**Data for the task**

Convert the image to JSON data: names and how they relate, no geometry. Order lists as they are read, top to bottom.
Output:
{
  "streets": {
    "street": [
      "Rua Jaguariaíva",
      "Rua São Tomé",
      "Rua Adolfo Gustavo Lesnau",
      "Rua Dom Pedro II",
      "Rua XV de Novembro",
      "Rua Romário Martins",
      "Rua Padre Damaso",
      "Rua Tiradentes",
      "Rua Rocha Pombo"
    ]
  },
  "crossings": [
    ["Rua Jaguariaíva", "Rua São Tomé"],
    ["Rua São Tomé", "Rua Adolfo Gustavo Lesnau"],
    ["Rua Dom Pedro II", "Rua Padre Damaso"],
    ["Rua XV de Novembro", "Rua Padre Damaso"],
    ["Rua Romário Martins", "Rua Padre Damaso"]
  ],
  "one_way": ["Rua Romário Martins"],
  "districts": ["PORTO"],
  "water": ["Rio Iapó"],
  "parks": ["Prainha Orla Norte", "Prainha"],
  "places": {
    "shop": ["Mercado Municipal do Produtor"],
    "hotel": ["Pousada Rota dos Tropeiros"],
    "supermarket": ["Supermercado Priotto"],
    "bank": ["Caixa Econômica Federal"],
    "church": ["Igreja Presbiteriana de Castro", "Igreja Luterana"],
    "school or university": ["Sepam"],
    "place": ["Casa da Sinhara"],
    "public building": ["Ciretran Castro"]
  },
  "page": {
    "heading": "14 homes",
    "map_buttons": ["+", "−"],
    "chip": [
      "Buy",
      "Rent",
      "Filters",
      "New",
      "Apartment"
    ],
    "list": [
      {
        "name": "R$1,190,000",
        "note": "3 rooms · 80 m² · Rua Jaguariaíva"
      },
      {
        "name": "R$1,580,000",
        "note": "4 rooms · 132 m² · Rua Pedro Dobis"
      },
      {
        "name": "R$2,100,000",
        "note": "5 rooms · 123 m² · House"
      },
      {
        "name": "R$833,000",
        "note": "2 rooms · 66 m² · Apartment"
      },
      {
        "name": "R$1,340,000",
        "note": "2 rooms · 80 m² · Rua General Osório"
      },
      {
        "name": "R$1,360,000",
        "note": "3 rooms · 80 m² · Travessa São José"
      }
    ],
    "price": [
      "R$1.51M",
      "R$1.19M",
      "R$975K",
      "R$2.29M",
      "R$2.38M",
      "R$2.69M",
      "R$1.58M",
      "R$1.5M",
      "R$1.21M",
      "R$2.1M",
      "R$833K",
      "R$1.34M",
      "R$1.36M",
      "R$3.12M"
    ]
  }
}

**What this task involves**
Please print all the data again exactly as given.

**Answer for this exercise**
Convert the image to JSON data: names and how they relate, no geometry. Order lists as they are read, top to bottom.
Output:
{
  "streets": {
    "street": [
      "Rua Jaguariaíva",
      "Rua São Tomé",
      "Rua Adolfo Gustavo Lesnau",
      "Rua Dom Pedro II",
      "Rua XV de Novembro",
      "Rua Romário Martins",
      "Rua Padre Damaso",
      "Rua Tiradentes",
      "Rua Rocha Pombo"
    ]
  },
  "crossings": [
    ["Rua Jaguariaíva", "Rua São Tomé"],
    ["Rua São Tomé", "Rua Adolfo Gustavo Lesnau"],
    ["Rua Dom Pedro II", "Rua Padre Damaso"],
    ["Rua XV de Novembro", "Rua Padre Damaso"],
    ["Rua Romário Martins", "Rua Padre Damaso"]
  ],
  "one_way": ["Rua Romário Martins"],
  "districts": ["PORTO"],
  "water": ["Rio Iapó"],
  "parks": ["Prainha Orla Norte", "Prainha"],
  "places": {
    "shop": ["Mercado Municipal do Produtor"],
    "hotel": ["Pousada Rota dos Tropeiros"],
    "supermarket": ["Supermercado Priotto"],
    "bank": ["Caixa Econômica Federal"],
    "church": ["Igreja Presbiteriana de Castro", "Igreja Luterana"],
    "school or university": ["Sepam"],
    "place": ["Casa da Sinhara"],
    "public building": ["Ciretran Castro"]
  },
  "page": {
    "heading": "14 homes",
    "map_buttons": ["+", "−"],
    "chip": [
      "Buy",
      "Rent",
      "Filters",
      "New",
      "Apartment"
    ],
    "list": [
      {
        "name": "R$1,190,000",
        "note": "3 rooms · 80 m² · Rua Jaguariaíva"
      },
      {
        "name": "R$1,580,000",
        "note": "4 rooms · 132 m² · Rua Pedro Dobis"
      },
      {
        "name": "R$2,100,000",
        "note": "5 rooms · 123 m² · House"
      },
      {
        "name": "R$833,000",
        "note": "2 rooms · 66 m² · Apartment"
      },
      {
        "name": "R$1,340,000",
        "note": "2 rooms · 80 m² · Rua General Osório"
      },
      {
        "name": "R$1,360,000",
        "note": "3 rooms · 80 m² · Travessa São José"
      }
    ],
    "price": [
      "R$1.51M",
      "R$1.19M",
      "R$975K",
      "R$2.29M",
      "R$2.38M",
      "R$2.69M",
      "R$1.58M",
      "R$1.5M",
      "R$1.21M",
      "R$2.1M",
      "R$833K",
      "R$1.34M",
      "R$1.36M",
      "R$3.12M"
    ]
  }
}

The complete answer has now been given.